Designer Bookbinders has sponsored an exhibition of over 60 bindings by designer binders working in either North America or the United Kingdom (sorry Central and South America). The invited participants could choose from a group of private press books: four printed in the UK and 5 printed in North America. The bindings were due on February 3rd, and the selection and photography will commence on the 13th (today!).

As far as I know, this exhibit is a first. Designer Bookbinders has an annual competition for UK based binders only and a triennial international competition. I’m very excited because whatever the result, this is going to be a fabulous opportunity to see the work of many North American binders all in one place. I think we are going to see bindings by binders who rarely compete. Another great feature of this exhibit is that it is neither a set book, nor thematic. I am sure that allowing the binders to choose from so many lovely books provided scope for imagination and inspiration. I can hardly wait to see the bindings!

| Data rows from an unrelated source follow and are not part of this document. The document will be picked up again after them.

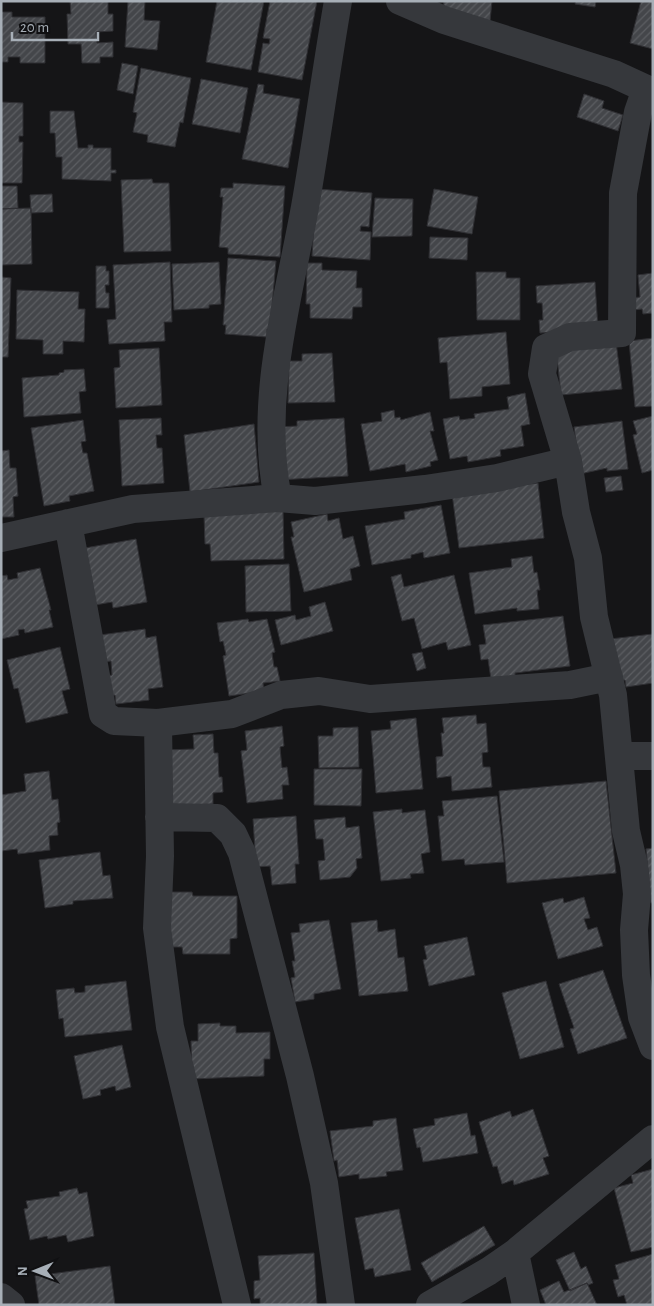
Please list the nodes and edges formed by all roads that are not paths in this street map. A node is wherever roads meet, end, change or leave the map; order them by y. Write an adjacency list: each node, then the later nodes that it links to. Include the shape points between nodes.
1 (338, 1): 5 (street, via 318,136 273,382 272,473)
2 (400, 1): 3 (street, via 444,20 614,74)
3 (650, 91): 4 (street, via 638,112 623,193 622,332 570,337 546,348 542,374)
4 (568, 460): 5 (street, via 498,478 425,489 315,501); 8 (street, via 576,512 588,558 594,617)
5 (278, 498): 6 (street, via 133,509)
6 (68, 523): 7 (street); 9 (street, via 103,714 114,721)
7 (1, 538)
8 (609, 677): 9 (street, via 570,685 370,699 319,691 281,695 232,714); 10 (street)
9 (158, 723): 12 (street)
10 (619, 756): 11 (street); 13 (street, via 626,831 636,884 636,975 642,1017)
11 (653, 756)
12 (159, 816): 18 (street, via 157,928 170,1027); 19 (street, via 217,818 234,834 242,853 324,1182)
13 (653, 1046)
14 (653, 1139): 15 (street)
15 (515, 1253): 20 (street); 21 (street)
16 (1, 1297): 17 (street)
17 (11, 1305)
18 (236, 1305)
19 (341, 1305)
20 (430, 1305)
21 (526, 1305)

The chair of the committee for the exhibit is Sayaka Fukuda, a licentiate of Designer Bookbinders. I do not know who else is on the committee. There will be a catalogue of the exhibition and a tour.

The tour schedule is:

15 May – 22 August St Bride Foundation
11 Sept – 13 December Houghton Library
10 Jan – 28 March 2015 MCBA, Minneapolis
10 Apr – 19 Apr 2015 Bonhams, New York
6 June – 5 July 2015 San Francisco Centre for the Book, San Francisco

I really like the looks of the tour schedule. St. Bride’s makes perfect sense, as it is the home of Designer Bookbinders. Hitting the East Coast, the Midwest, and the West Coast is great. We could argue about Chicago vs Minneapolis and ask why there is no stop in the South. However, we must keep in mind that you have to have willing hosts, a vacant slot in the host’s exhibition schedule, and a space that can comfortably accommodate the exhibition. The tour lasts over a year. I hope we can all make it to one of these book meccas. The exhibit dates at Houghton Library (who do you have to know to get an exhibit placed there?) will very nicely overlap with the Boston Antiquarian Book Fair, an annual event sponsored by the Antiquarian Booksellers Association of America (ABAA) and the International League of Antiquarian Booksellers, which usually occurs in mid-November. I don’t know the dates for 2015 yet, but the brief appearance in New York may be during or just after the ABAA/ILAB antiquarian book fair. For those who don’t know, the New York Antiquarian Book Fair is a Very Big Deal. It’s huge. It’s International. It’s New York. Bonhams is a few blocks from the fair. The Center for Book Arts is a very long 40 blocks away.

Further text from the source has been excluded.